Otro paso atrás decepcionante: los mares se degradan aceleradamente, amenazando la producción del 50 % del oxígeno del planeta, la absorción del 25 % del dióxido de carbono y la seguridad alimentaria de más de 200 millones de personas. Sin embargo, la conferencia de los océanos, celebrada hace dos semanas en la sede de la ONU, ha concluido sin acuerdo: tras 15 días de intensos debates, los intereses de algunos países participantes han impedido cerrar el esperado Tratado Global de los Océanos, que es un primer paso fundamental.
De aquellos ODM a estos ODS
Algunos analistas comparan esta situación con la que se dio en 2000 al acordar los ocho Objetivos de Desarrollo del Milenio (ODM), que deberían ser alcanzados en 2015 y que fueron sustituidos por los actuales ODS. Nadie duda de que los ODM lograron avances significativos en muchas áreas, como la lucha contra epidemias y en la protección de la infancia; pero fracasaron en reducir la desigualdad y quedaron muy lejos de las metas medioambientales: las emisiones de gases de efecto invernadero aumentaron en 2014 casi un 50% respecto a la década de 1990.
La filosofía de los ODS trató de corregir las deficiencias de los ODM. Fueron más concretos e hicieron referencia específica al agua y el saneamiento – temas que aparecían diluidos en los ODM -, las metas estuvieron mucho mejor estructuradas y la implementación de los sistemas de monitoreo del avance real ha ayudado enormemente a su difusión internacional.
No obstante, el ODS 17, se planteó con unas metas muy similares a las del octavo y último ODM – “Fomentar una alianza mundial para el desarrollo” -, cuya consistencia quedó en entredicho tras la crisis financiera de 2007 que hizo fracasar muchos proyectos de infraestructuras y de creación de formas de cooperación para regular las relaciones entre regiones. De ahí el escepticismo de los que comparan la actual relativa inoperancia internacional con la de entonces.

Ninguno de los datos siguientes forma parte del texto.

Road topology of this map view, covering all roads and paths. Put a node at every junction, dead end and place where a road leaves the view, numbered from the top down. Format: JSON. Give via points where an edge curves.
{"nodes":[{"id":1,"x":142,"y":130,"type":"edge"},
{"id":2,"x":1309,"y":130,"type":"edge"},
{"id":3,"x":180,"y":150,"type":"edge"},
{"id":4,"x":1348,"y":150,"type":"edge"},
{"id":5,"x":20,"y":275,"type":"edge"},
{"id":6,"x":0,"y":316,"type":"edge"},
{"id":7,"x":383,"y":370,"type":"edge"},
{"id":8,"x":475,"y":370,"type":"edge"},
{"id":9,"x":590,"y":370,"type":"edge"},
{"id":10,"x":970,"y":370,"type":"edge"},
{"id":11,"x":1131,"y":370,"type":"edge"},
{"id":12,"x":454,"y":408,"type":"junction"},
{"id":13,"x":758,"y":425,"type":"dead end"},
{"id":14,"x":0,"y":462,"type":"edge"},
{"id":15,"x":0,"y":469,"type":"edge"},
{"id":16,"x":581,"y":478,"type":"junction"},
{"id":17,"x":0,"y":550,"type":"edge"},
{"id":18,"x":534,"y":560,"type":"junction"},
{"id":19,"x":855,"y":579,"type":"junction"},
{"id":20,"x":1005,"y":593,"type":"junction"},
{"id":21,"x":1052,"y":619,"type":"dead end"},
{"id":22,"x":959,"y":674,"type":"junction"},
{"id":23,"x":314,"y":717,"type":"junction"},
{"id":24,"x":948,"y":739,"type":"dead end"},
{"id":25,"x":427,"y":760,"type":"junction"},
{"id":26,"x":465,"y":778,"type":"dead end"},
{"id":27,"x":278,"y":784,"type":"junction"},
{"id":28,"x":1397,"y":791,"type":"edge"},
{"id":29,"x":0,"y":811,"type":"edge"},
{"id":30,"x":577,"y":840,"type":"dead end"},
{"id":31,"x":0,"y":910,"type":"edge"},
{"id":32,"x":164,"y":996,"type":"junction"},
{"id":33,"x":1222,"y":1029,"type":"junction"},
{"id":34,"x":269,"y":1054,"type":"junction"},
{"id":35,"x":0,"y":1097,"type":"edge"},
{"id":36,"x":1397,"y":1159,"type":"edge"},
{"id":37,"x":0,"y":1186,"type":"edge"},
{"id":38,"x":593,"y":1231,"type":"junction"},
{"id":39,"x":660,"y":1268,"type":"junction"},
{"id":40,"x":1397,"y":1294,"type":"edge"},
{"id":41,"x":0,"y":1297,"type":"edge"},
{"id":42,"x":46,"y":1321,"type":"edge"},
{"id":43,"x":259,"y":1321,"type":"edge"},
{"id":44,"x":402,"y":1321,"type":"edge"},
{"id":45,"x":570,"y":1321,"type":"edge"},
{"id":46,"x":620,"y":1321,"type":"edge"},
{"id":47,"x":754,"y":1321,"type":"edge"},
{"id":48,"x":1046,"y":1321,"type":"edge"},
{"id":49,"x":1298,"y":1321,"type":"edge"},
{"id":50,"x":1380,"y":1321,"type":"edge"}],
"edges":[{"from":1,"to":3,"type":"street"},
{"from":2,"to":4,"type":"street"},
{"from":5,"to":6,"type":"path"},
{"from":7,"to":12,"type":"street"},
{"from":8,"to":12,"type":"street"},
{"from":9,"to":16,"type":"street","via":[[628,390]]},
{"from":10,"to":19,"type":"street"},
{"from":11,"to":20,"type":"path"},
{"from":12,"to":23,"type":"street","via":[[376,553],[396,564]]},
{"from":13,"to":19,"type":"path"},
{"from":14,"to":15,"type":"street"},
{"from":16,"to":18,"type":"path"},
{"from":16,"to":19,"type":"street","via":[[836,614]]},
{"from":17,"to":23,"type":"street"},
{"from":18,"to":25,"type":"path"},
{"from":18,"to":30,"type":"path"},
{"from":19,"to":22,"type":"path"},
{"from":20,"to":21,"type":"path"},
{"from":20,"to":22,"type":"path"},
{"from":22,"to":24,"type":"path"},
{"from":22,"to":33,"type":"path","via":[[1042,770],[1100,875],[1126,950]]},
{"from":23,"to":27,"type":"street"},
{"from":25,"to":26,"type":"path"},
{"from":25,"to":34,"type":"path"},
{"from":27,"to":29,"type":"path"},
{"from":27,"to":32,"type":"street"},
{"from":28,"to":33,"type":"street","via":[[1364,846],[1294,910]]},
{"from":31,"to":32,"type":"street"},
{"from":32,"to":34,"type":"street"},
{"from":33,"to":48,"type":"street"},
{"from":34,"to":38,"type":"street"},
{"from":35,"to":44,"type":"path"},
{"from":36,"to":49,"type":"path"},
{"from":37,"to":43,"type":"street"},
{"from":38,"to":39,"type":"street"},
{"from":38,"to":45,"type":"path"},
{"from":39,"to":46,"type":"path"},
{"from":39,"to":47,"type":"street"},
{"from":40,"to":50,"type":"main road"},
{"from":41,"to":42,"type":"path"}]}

Sin embargo, no es realista comparar los fracasos de los ODM con los que se auguran tendrán los ODS. Los ODM tuvieron muy poca difusión mediática, la mayoría de la ciudadanía los desconocía y pocas empresas los integraron antes de 2010 en sus estrategias de responsabilidad social, la RSC ahora ha sido mayoritariamente sustituida por los criterios ESG (del inglés Environmental, Social and Governance), mucho más en línea con los ODS de la Agenda 2030. Por otra parte, el nivel de concienciación de la población mundial es mucho mayor, y la educación medioambiental ha avanzado notablemente en los programas escolares.
Motivos de esperanza
¿Hay confianza en que podamos avanzar, por ejemplo, en el compromiso de destinar el 0,7% del PIB a la ayuda al desarrollo y movilizar recursos financieros adicionales para los países pobres? La verdad es que sí, pues hay una conciencia común de que el tiempo prácticamente se nos ha acabado. La sensibilización ciudadana es un factor imprescindible para lograr la reacción de las administraciones ante el problema de la eficiencia, y desde la sociedad civil tenemos que movilizarnos y empujar al poder político e institucional en un avance sincero y real en la cooperación internacional. Los acuerdos deben llegar y deben cumplirse. Es la única forma de avanzar.